The Great Missionary Work
Joaquim Magalhães de Castro
As new missionaries kept arriving on the shores of Hoi An – from Portugal, Italy and France – the Romanization task of the Vietnamese language become more complex and time consuming for our Francisco de Pina, as he had to – simultaneously — continue his work and teach Vietnamese language to the new disciples. Soon the fruits of his labor became evident: more and more priests were able to speak the local language, thirty five in total, among them those missionaries who took part in 1645 at a meeting in Macao in order to set the baptismal formula, not in Latin, as was normally required, but in Vietnamese, “so that, in the preamble of a baptism, local parishioners could fully understand the Catholic dogma of God and the Holy Trinity and not confuse it with the existence of three gods.”
Five of those missionaries were true linguistic experts, especially Gaspar do Amaral, considered the best. He is the author of an Annamese-Portuguese dictionary, and his fellow countrymen António Barbosa and Manuel Ferreira also wrote, each of them, a Portuguese-Annamese dictionary. Unfortunately, all manuscripts, in which the archaic forms and the first transcripts were recorded, are nowadays missing.
In summary: the first phase, involving research and testing the transcription of the Vietnamese language, through the use of Latin characters – in fact, the gradual formation of Quoc Ngu (Vietnamese Romanization) – occurred in the first half of the 17th century.
At this preliminary stage all the credits must go to Francisco de Pina, Gaspar do Amaral and António Barbosa, and also to the Italian missionary Christoforo Borri, the second European, after Francisco de Pina, to fluently speak the Vietnamese language.
But let´s get back to present days and resume our conversation with Nhu Hao, the parish priest of Hoi An.
During the early days of the Communist regime almost all the books of Nhu Hao’s personal library were confiscated, burned or sold to traders who used its leaves to wrap rice and vegetables. In an attempt to recover some of these books, the brave priest went to the market in search of the missing bits, and every time he found one he bought them back.
In those hard times he had to learn two fundamental rules: “mistrust is the mother of all security” and “not all truths are good to say.”
But even in those early years of the 1990s, when I first met him, the country’s future kept him worried. Although Vietnamese people were then able to “breathe better,” freedom existed only from an economic point of view. According to Nhu Hao, there continued to be religious persecution, although in a more stealthy mode.
“We live in a superficial way,” he lamented with a sad look. “You, foreigners cannot truly appreciate the qualities of the Vietnamese.”
With this phrase, so current and real, Father Hao defined the real situation, pointing out the existing gap between foreign and Vietnamese people, consciously fostered by the regime, which resulted in mutual ignorance and mistrust.

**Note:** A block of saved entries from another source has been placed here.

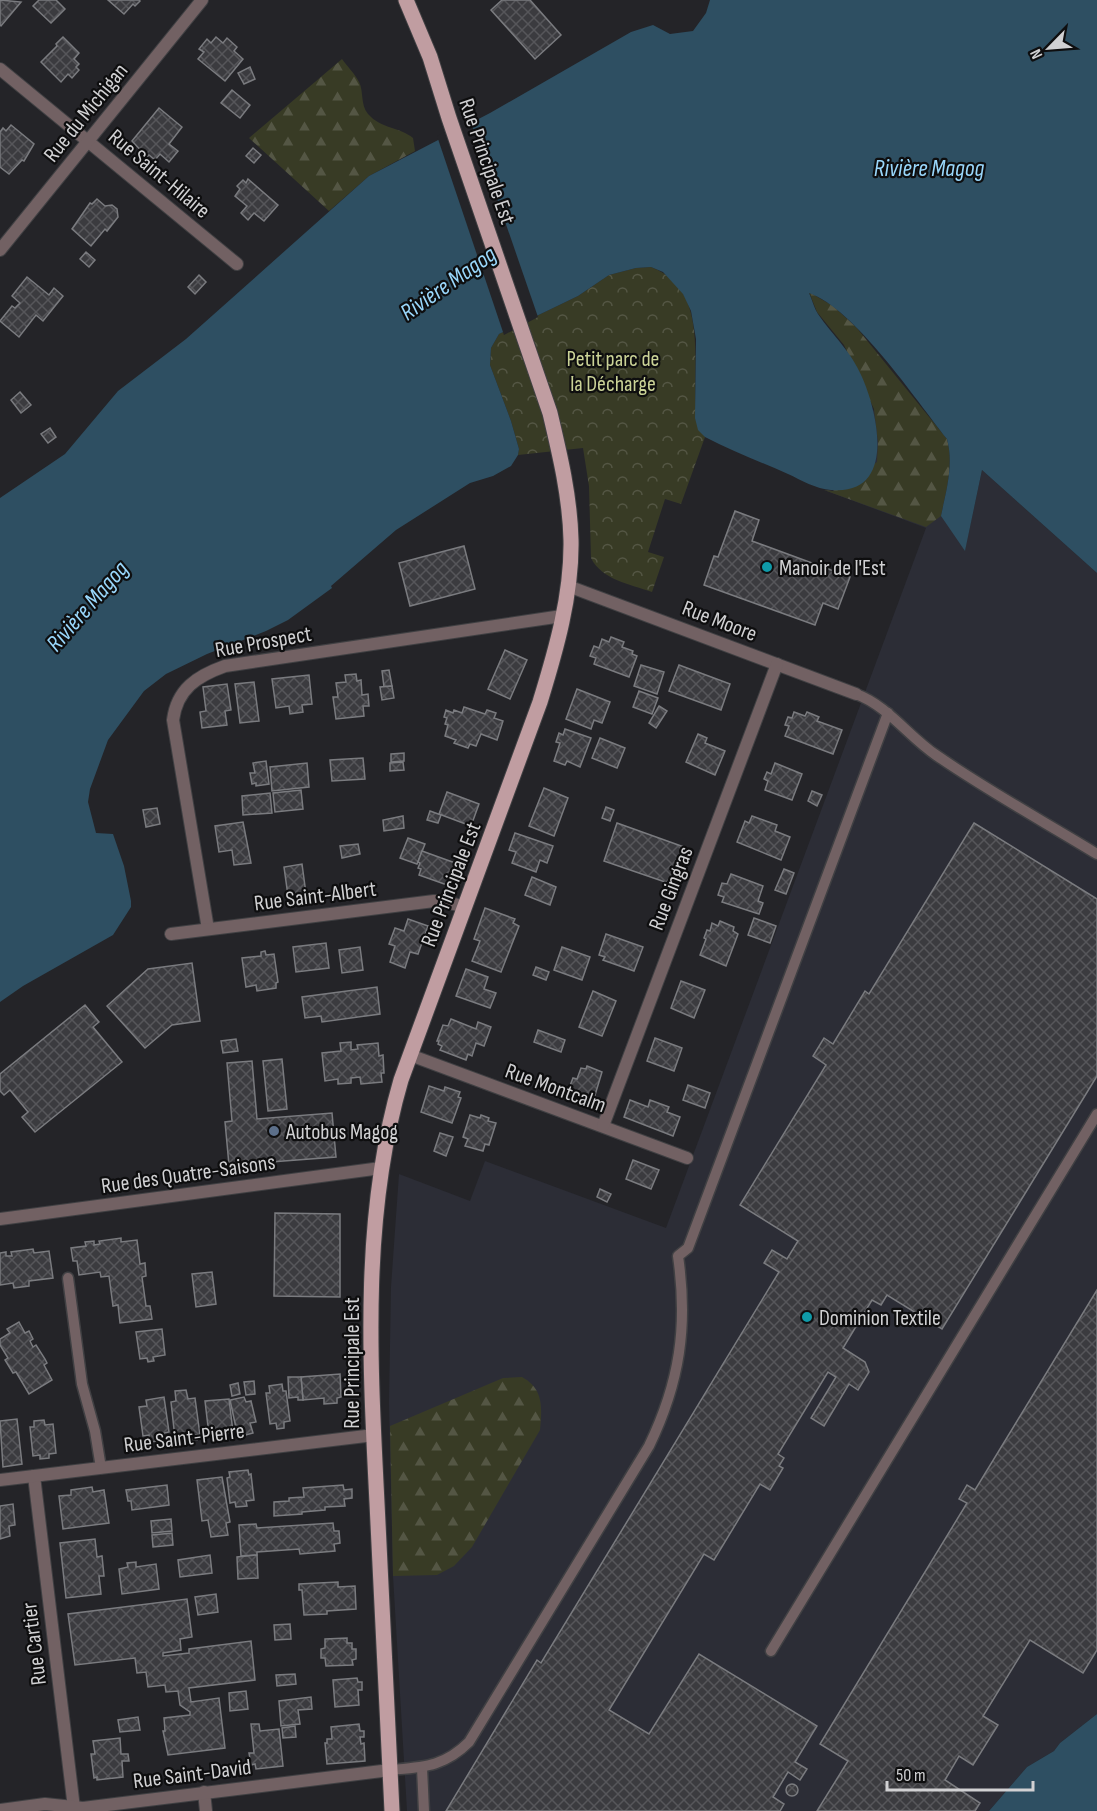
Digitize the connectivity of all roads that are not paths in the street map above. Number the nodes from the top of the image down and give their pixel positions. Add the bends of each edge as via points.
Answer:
1 (202, 0) edge
2 (406, 0) edge
3 (0, 69) edge
4 (88, 141) junction
5 (0, 250) edge
6 (237, 264) dead end
7 (568, 586) junction
8 (562, 616) junction
9 (777, 664) junction
10 (856, 694) joint
11 (888, 713) junction
12 (1097, 854) edge
13 (464, 907) junction
14 (208, 929) junction
15 (171, 934) dead end
16 (410, 1055) junction
17 (1097, 1114) edge
18 (603, 1126) junction
19 (687, 1158) dead end
20 (381, 1168) junction
21 (0, 1219) edge
22 (68, 1278) dead end
23 (374, 1435) junction
24 (101, 1468) junction
25 (34, 1476) junction
26 (0, 1480) edge
27 (771, 1651) dead end
28 (422, 1768) junction
29 (390, 1770) junction
30 (204, 1792) junction
31 (74, 1808) junction
32 (0, 1810) edge
33 (206, 1811) edge
34 (392, 1811) edge
35 (424, 1811) edge

1 - 4 street, Rue du Michigan
2 - 7 main road, Rue Principale Est via 430,57 550,413 570,519
3 - 4 street, Rue Saint-Hilaire
4 - 5 street, Rue du Michigan
4 - 6 street, Rue Saint-Hilaire
7 - 8 main road, Rue Principale Est
7 - 9 street, Rue Moore
8 - 13 main road, Rue Principale Est via 540,702
8 - 14 street, Rue Prospect via 225,666 189,684 177,700 173,720
9 - 10 street, Rue Moore
9 - 18 street, Rue Gingras
10 - 11 lane via 872,700
11 - 12 lane via 934,754
11 - 28 lane via 688,1248 678,1256 682,1329 675,1377 660,1424 477,1731 459,1752
13 - 14 street, Rue Saint-Albert via 434,901
13 - 16 main road, Rue Principale Est
14 - 15 street, Rue Saint-Albert
16 - 18 street, Rue Montcalm
16 - 20 main road, Rue Principale Est via 394,1105
17 - 27 lane
18 - 19 street, Rue Montcalm
20 - 21 street, Rue des Quatre-Saisons
20 - 23 main road, Rue Principale Est via 371,1317
22 - 24 lane via 82,1384
23 - 24 street, Rue Saint-Pierre
23 - 29 main road, Rue Principale Est
24 - 25 street, Rue Saint-Pierre
25 - 26 street, Rue Saint-Pierre
25 - 31 street, Rue Cartier
28 - 29 lane
28 - 35 lane
29 - 30 street, Rue Saint-David
29 - 34 main road, Rue Principale Est
30 - 31 street, Rue Saint-David
30 - 33 street
31 - 32 street, Rue Saint-David via 45,1804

“Why do men first capture the bad side of things?” he asked, referring to the rampant immediacy that was afflicting Vietnam. Hao classified it as “bad influences from Taiwan and Singapore,” which only valued material possessions and easy profit, and that, according to him, were spiritually impoverishing the Vietnamese people.
Hao explained all this with the following metaphor of biblical contours: “Doing good is like climbing a mountain; doing evil is like slipping down the slope.”
Interested in research work, Nhu Hao had already written, in his typewriter, on very thin, almost transparent, pages, his hardships of years of house arrest, beyond the history of the dioceses, the life of one or another saint and the reports of some of their travels. He has also made the translation of various literary works of Victor Hugo, a writer who enjoyed a privileged status in Vietnam, and he had not lost his hope to publish these writings someday, “so that parishioners can have access to the history of Catholicism in Vietnam.”